It is argued here that it is simply terrible, imprudent style to subvert the native, documented functionality in this way—and to force the use of baroque syntax to regain that functionality.
If you want to provide alternative implementations for functions and operators that 'pg_catalog' defines, invent your own, unique, names for these.This is the only sane way to avoid confusion and the risk of buggy maintenance of your application code.
No matter what value you set for 'search_path', 'pg_temp' and 'pg_catalog' are always searched
The tests have shown that you cannot exclude either pg_temp or pg_catalog from what name resolution searches. You can, however, control the order.
If the definition of search_path mentions neither pg_temp nor pg_catalog, then the effective search order that name resolution uses is:
pg_temp, [everything that the definition did mention, in that order], pg_catalog
If the definition of search_path does not mention pg_catalog but does mention pg_temp, then the effective search order that name resolution uses is:
[everything that the definition did mention, in that order], pg_catalog
If the definition of search_path does not mention pg_temp but does mention pg_catalog, then the effective search order that name resolution uses is:
pg_temp, [everything that the definition did mention, in that order]

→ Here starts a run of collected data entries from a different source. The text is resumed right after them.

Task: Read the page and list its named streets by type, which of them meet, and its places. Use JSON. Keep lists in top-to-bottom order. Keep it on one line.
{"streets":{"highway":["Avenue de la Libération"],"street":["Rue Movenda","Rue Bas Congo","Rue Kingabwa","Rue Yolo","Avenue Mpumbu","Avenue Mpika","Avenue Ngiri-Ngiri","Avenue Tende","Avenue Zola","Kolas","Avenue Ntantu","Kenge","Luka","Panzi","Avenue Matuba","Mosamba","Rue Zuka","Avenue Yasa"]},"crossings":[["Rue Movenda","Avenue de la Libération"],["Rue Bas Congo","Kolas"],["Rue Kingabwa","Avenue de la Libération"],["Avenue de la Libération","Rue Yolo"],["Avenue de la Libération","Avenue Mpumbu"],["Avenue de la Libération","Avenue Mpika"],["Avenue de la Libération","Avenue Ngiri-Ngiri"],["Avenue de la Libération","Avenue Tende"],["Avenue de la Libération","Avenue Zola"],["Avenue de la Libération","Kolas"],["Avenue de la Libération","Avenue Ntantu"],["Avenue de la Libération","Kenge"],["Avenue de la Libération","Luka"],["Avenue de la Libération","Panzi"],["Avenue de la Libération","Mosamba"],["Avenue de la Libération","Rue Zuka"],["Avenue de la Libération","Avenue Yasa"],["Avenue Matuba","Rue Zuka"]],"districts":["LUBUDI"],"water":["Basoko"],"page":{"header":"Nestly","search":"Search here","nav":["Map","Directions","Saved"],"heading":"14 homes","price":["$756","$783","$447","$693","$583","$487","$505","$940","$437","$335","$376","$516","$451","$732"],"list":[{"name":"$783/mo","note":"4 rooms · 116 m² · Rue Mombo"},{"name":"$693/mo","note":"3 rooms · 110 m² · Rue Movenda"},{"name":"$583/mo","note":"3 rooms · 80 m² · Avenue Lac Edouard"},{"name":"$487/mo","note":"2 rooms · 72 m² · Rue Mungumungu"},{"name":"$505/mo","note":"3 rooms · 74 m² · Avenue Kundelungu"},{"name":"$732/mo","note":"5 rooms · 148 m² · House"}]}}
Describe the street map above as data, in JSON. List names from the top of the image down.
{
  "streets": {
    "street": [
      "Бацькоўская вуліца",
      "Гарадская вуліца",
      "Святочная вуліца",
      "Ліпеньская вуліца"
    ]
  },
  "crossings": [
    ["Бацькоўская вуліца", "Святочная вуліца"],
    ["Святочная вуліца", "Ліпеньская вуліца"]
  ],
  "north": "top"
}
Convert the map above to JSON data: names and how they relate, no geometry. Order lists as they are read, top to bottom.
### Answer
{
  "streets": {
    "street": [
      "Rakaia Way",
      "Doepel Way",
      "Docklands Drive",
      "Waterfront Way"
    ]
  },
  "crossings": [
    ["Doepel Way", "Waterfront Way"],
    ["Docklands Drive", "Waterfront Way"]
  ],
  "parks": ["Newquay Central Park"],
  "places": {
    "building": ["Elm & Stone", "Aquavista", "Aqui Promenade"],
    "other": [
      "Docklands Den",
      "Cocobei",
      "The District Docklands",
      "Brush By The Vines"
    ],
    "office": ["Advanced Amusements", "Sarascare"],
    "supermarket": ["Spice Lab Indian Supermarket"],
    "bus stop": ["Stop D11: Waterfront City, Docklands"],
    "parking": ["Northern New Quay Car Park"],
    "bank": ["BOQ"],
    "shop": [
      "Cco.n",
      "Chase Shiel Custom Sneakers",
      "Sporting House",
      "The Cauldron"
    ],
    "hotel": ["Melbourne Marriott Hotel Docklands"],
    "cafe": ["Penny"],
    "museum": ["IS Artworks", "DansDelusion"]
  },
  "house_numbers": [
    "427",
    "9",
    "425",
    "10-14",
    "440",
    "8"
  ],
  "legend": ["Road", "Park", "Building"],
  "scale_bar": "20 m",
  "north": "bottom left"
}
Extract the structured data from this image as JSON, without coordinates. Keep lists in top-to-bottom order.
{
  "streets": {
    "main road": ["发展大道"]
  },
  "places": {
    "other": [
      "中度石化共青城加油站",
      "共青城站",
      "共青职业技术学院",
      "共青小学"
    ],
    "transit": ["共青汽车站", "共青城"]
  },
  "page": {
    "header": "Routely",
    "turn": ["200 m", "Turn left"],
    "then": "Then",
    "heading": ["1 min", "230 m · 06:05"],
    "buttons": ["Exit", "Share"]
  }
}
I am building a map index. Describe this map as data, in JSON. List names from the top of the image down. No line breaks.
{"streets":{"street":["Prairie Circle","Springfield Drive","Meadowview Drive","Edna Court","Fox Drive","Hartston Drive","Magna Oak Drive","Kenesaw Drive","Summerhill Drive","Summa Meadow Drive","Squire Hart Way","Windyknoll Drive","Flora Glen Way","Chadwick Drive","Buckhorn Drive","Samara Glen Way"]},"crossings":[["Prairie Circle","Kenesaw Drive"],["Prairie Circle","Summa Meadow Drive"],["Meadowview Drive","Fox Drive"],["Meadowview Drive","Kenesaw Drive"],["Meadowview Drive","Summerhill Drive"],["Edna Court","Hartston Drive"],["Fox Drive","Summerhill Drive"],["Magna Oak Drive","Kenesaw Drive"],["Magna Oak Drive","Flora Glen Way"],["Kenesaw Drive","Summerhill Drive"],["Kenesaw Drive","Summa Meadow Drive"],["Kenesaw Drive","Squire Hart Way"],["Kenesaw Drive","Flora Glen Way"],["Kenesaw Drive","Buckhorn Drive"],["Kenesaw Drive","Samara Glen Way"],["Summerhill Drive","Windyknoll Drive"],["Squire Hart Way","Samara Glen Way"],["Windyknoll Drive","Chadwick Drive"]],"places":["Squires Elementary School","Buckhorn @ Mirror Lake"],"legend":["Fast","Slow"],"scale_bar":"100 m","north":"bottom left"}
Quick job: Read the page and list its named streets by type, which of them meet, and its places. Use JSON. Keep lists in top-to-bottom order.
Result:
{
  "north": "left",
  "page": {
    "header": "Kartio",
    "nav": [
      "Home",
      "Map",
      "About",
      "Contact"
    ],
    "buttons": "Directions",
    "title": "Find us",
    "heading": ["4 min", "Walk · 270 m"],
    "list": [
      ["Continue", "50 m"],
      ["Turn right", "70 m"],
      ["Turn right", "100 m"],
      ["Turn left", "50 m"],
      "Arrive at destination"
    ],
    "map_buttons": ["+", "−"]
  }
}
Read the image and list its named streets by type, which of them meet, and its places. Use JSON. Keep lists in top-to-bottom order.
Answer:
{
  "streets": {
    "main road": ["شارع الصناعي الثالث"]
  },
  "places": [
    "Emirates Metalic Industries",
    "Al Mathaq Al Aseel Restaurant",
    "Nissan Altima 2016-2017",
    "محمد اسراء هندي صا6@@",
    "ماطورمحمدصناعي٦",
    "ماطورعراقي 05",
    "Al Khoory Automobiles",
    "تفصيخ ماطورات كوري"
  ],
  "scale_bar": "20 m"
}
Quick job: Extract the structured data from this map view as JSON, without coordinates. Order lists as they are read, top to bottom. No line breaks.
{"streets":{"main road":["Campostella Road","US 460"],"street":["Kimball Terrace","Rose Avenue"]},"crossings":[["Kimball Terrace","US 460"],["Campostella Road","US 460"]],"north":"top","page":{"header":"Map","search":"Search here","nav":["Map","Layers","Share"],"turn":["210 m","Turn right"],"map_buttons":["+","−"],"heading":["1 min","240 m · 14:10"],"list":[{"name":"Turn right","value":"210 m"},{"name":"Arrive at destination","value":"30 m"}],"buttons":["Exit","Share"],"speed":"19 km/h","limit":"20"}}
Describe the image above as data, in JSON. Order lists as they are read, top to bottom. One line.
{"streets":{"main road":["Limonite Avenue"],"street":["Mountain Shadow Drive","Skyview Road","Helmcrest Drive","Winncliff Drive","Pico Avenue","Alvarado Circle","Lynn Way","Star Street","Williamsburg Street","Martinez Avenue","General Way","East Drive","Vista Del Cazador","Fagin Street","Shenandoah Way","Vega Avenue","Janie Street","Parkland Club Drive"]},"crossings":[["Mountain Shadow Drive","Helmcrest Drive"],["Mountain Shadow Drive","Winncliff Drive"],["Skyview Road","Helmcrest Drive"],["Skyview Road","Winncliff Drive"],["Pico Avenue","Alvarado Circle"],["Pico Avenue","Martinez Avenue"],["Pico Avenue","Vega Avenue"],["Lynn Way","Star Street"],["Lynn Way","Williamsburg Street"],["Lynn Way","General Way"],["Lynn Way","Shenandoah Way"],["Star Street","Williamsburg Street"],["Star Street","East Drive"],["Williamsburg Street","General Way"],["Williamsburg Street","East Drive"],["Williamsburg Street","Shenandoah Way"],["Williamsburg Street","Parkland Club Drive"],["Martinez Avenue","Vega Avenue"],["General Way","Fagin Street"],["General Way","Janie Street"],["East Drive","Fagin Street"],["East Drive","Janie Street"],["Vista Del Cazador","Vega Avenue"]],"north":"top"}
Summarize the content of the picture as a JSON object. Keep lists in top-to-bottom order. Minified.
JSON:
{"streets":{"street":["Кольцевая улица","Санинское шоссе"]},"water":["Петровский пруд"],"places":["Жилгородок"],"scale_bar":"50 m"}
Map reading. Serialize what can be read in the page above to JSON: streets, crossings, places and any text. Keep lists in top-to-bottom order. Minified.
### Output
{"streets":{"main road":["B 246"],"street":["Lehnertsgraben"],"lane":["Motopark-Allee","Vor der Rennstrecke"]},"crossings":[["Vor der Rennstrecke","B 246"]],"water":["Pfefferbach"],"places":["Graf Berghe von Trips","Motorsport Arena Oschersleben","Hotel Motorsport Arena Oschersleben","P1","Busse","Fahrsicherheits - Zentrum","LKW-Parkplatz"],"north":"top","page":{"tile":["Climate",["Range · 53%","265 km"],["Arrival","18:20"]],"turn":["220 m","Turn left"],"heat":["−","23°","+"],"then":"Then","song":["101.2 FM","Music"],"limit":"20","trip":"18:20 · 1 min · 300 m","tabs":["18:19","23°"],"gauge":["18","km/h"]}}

If the definition of search_path mentions both pg_catalog and pg_temp, then the effective search order that name resolution uses is, of course:
[everything that the definition did mention, in that order]
There's no naming convention for 'pg_catalog' objects like functions.
There's no general naming convention to help you choose a name for an application object so that it doesn't collide with that of a pg_catalog object. (Obviously, you shouldn't use names that start with pg_ (or yb_) for any kind of schema-object.) For example, there are three overloads of a function with the very ordinary name area() in pg_catalog. Try this:
create schema s; set search_path = pg_catalog, s, pg_temp; create function s.area(lngth in numeric, hght in numeric) returns numeric language sql as $body$ select lngth*hght; $body$; select area(2.0, 3.0);
This is the result:
area ------ 6.00
Here, even if you don't place s leftmost in the search_path, name resolution will choose your s.area() because (through the current version) no occurrence of pg_catalog.area() has the right signature. However, you cannot rely on the assumption that a future version will never define a pg_catalog overload that collides with your implementation—and that therefore brings confusion.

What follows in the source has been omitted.